PROMPT: Count up the lines in the following listing that hold the word "Industria", then give only that count.

== GIVEN RECORDS

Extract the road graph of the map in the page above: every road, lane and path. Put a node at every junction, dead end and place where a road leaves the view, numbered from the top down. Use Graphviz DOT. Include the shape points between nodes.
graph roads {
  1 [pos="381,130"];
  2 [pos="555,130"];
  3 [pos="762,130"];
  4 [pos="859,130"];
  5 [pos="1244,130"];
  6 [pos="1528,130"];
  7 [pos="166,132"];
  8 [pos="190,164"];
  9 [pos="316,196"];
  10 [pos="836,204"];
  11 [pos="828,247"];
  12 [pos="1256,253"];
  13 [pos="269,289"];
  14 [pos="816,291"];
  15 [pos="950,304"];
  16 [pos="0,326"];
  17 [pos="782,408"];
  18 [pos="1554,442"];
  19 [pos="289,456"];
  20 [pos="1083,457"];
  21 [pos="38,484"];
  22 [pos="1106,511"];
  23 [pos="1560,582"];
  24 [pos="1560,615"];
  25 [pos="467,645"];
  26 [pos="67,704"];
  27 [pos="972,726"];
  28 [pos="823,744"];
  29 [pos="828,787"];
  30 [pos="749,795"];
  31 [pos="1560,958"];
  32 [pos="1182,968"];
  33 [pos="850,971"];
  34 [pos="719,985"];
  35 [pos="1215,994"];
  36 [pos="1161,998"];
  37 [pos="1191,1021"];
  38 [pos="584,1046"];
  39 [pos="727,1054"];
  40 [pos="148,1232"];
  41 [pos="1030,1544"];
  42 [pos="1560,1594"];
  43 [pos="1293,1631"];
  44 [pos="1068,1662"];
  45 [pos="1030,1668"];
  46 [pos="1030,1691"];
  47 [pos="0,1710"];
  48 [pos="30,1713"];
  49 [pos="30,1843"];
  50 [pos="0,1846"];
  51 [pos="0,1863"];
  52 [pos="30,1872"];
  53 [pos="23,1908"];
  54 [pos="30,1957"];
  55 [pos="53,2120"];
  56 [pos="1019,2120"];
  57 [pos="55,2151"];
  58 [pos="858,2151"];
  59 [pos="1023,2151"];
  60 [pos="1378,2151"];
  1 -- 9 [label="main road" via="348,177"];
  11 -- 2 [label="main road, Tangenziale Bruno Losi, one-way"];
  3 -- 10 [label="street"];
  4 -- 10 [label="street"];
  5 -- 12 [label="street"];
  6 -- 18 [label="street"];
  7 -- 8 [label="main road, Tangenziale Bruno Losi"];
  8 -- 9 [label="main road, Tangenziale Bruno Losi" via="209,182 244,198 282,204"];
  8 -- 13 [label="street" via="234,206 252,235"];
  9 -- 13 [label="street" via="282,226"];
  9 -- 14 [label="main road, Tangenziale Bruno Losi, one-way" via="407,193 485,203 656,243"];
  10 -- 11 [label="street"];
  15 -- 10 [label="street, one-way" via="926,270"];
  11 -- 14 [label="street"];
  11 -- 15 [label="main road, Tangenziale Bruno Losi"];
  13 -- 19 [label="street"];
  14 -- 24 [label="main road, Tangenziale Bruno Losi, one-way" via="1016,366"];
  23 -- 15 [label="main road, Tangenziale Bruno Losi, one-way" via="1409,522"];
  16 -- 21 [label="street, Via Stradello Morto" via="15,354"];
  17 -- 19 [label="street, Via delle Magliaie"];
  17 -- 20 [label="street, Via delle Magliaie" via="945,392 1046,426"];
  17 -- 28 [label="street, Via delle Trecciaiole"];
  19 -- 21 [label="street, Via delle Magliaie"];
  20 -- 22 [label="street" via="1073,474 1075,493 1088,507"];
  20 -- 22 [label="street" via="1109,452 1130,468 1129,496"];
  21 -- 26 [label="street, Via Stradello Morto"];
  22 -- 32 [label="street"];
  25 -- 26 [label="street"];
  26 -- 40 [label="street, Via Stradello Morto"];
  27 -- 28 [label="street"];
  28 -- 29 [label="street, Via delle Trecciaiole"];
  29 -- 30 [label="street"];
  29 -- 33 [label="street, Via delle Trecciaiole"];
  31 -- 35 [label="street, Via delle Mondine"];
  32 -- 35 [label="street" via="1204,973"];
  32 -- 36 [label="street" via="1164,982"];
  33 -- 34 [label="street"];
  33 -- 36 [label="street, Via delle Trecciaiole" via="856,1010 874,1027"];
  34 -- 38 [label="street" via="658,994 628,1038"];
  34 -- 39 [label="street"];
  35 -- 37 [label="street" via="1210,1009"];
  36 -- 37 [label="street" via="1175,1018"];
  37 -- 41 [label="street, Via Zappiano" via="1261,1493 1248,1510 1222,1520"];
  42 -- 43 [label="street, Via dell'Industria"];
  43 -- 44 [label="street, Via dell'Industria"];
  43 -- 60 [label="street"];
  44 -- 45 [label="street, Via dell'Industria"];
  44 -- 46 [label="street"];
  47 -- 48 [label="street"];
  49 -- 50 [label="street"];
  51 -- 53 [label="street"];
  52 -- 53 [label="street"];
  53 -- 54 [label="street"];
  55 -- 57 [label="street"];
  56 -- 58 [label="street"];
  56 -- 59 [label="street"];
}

====

REPLY: 3